What Are RBMs, Deep Belief Networks and Why Are They Important to Deep Learning?
In this article, we are going to take a look at what are DBNs and where can we use them.

A Deep Belief Network(DBN) is a powerful generative model that uses a deep architecture and in this article, we are going to learn all about it. Don’t worry this is not related to ‘The Secret or Church’, even though it involves ‘Deep Belief’, I promise!
After you read this article you will understand what is, how it works, where to apply and how to code your own Deep Belief Network.
Here is an overview of the points we are going to address:
- What is a Boltzmann Machine?
- Restricted Boltzmann Machine
- Deep Belief Network
- Deep Boltzmann Machine vs Deep Belief Network
What is a Boltzmann machine?
To give you a bit of background, Boltzmann machines are named after the Boltzmann distribution (also known as Gibbs Distribution and Energy-Based Models — EBM) which is an integral part of Statistical Mechanics and helps us to understand the impact of parameters like Entropy and Temperature on the Quantum States in the field of Thermodynamics. They were invented in 1985 by Geoffrey Hinton and Terry Sejnowski.

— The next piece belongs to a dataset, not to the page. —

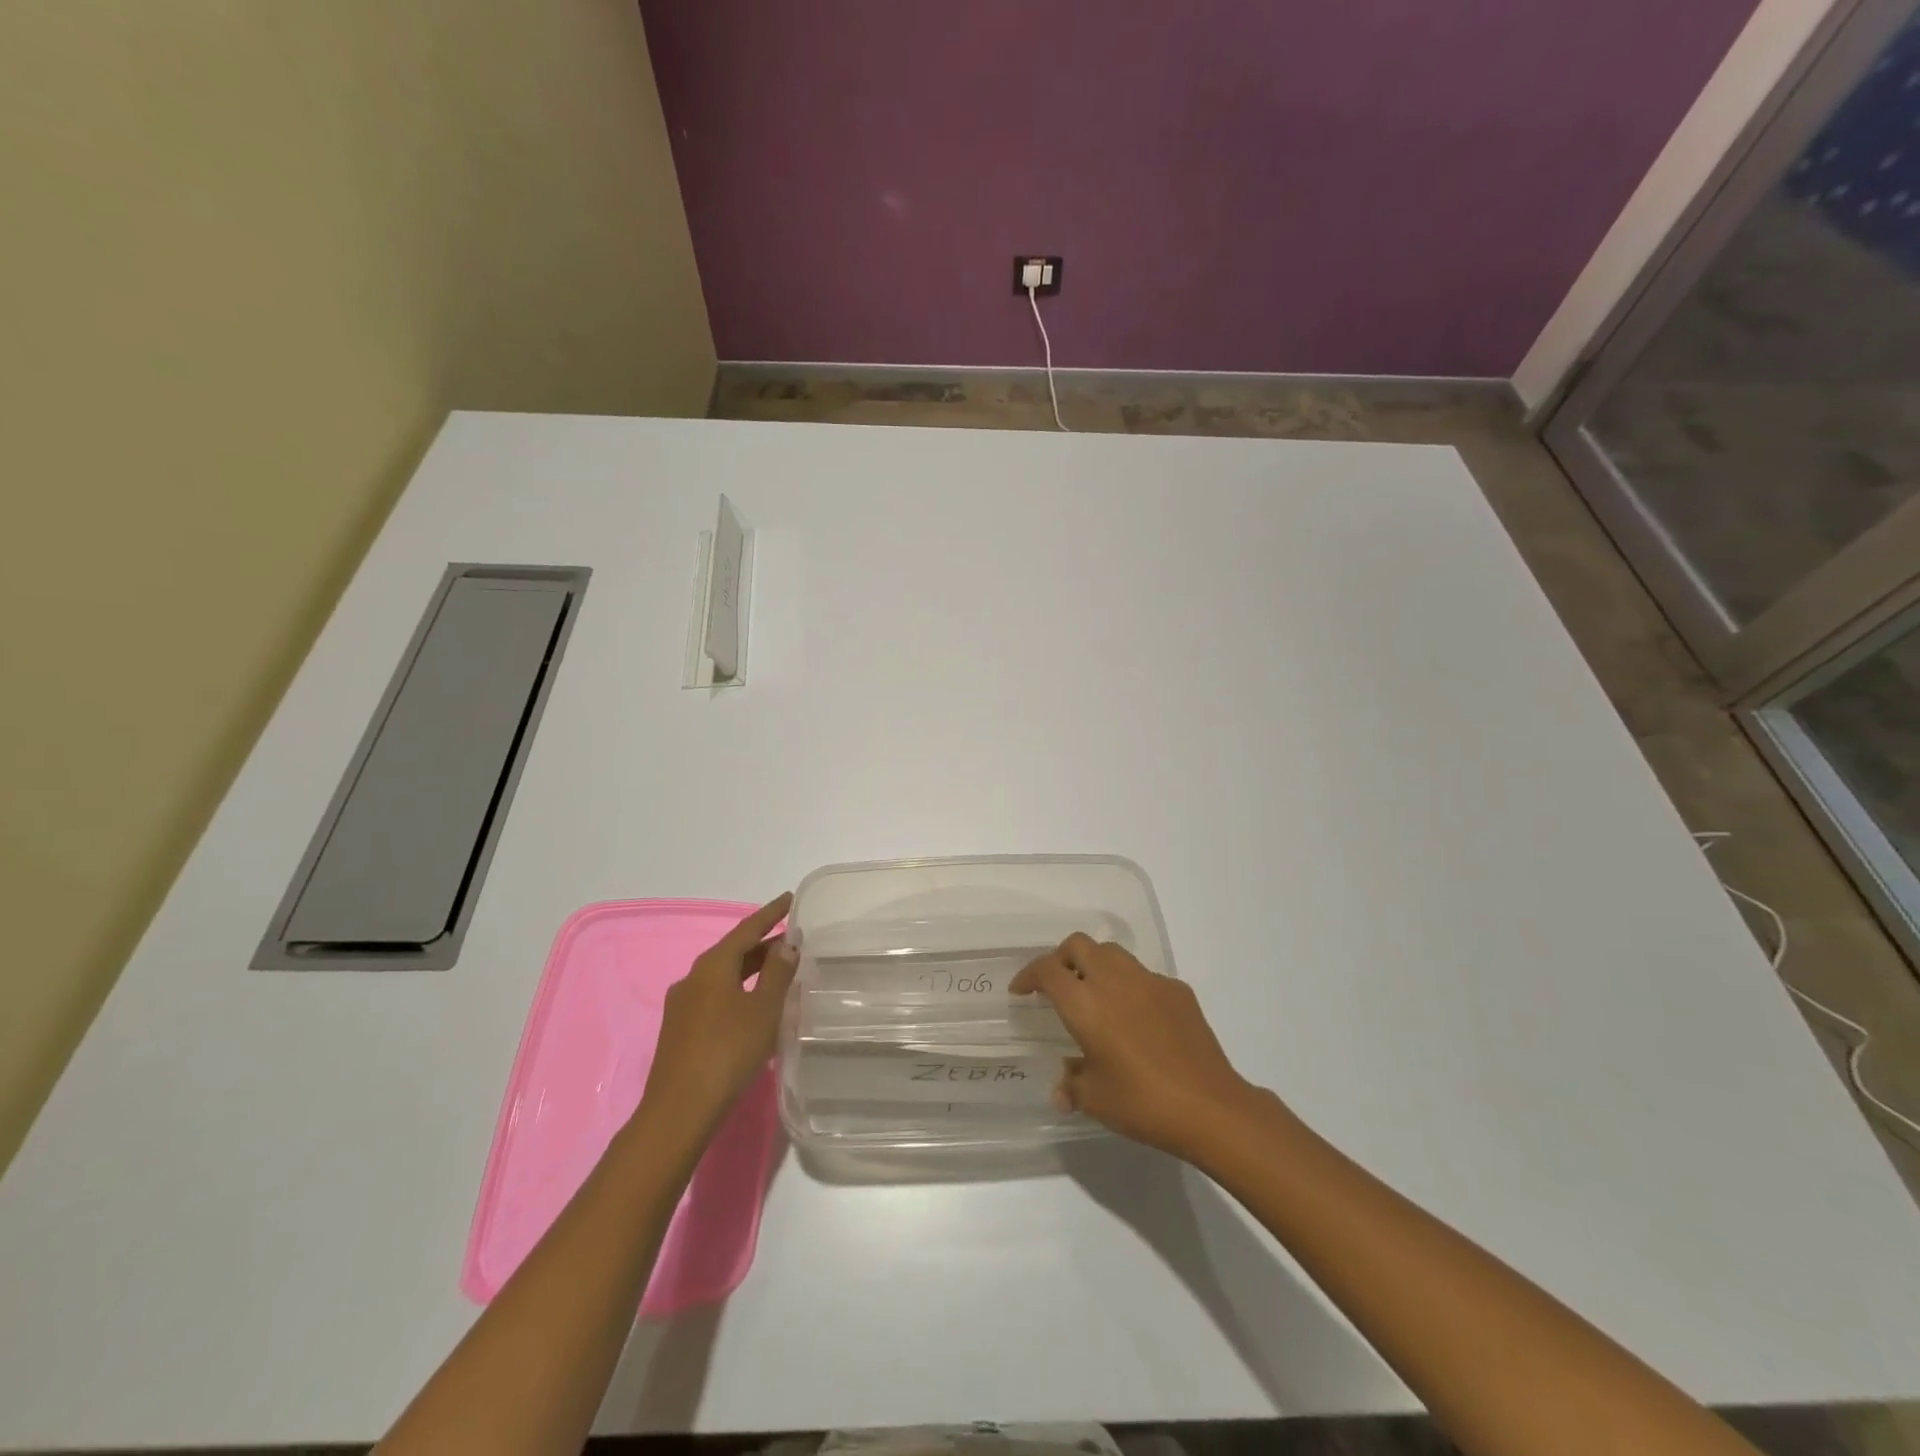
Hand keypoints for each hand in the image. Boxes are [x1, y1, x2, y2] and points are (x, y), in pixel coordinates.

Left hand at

There are no output nodes! This may seem strange but this is what gives them this non-deterministic feature. They don’t have the typical 1 or 0 type output through which patterns are learned and optimized using Stochastic Gradient Descent. They learn patterns without that capability and this is what makes them so special!
One thing to note, unlike normal neural networks that don’t have any connections between the input nodes, a Boltzmann Machine has connections among the input nodes. We can see from the image that all the nodes are connected to all other nodes irrespective of whether they are input or hidden nodes. This allows them to share information among themselves and self-generate subsequent data. We only measure what’s on the visible nodes and not what’s on the hidden nodes. When the input is provided, they are able to capture all the parameters, patterns and correlations among the data. This is why they are called Deep Generative Model and fall into the class of Unsupervised Deep Learning.
Restricted Boltzmann machine
RBMs are a two-layered generative stochastic building blocks that can learn a probability distribution over its set of inputs features( i.e. image pixels).
Note: First, they aren’t used as much nowadays if at all and second they aren’t themselves neural networks, they are used as building blocks, more on this on the next section.
RBMs were also invented by Geoffrey Hinton and has many uses cases such as dimensionality reduction, classification, regression, collaborative filtering, feature learning, and topic modelling.
As the name implies, RBMs are a variant of Boltzmann machines with a small difference, their neurons must form a bipartite graph, which means there are no connections between nodes within a group(visible and the hidden) which makes them easy to implement as well as makes them more efficient to train them when compared to Boltzmann Machines.
In particular, this connection restriction allows RBMs to use more efficient and sophisticated training algorithms than the ones available for BM, such as the gradient-based contrastive divergence algorithm.
In simpler terms, this means that we basically have fewer connections.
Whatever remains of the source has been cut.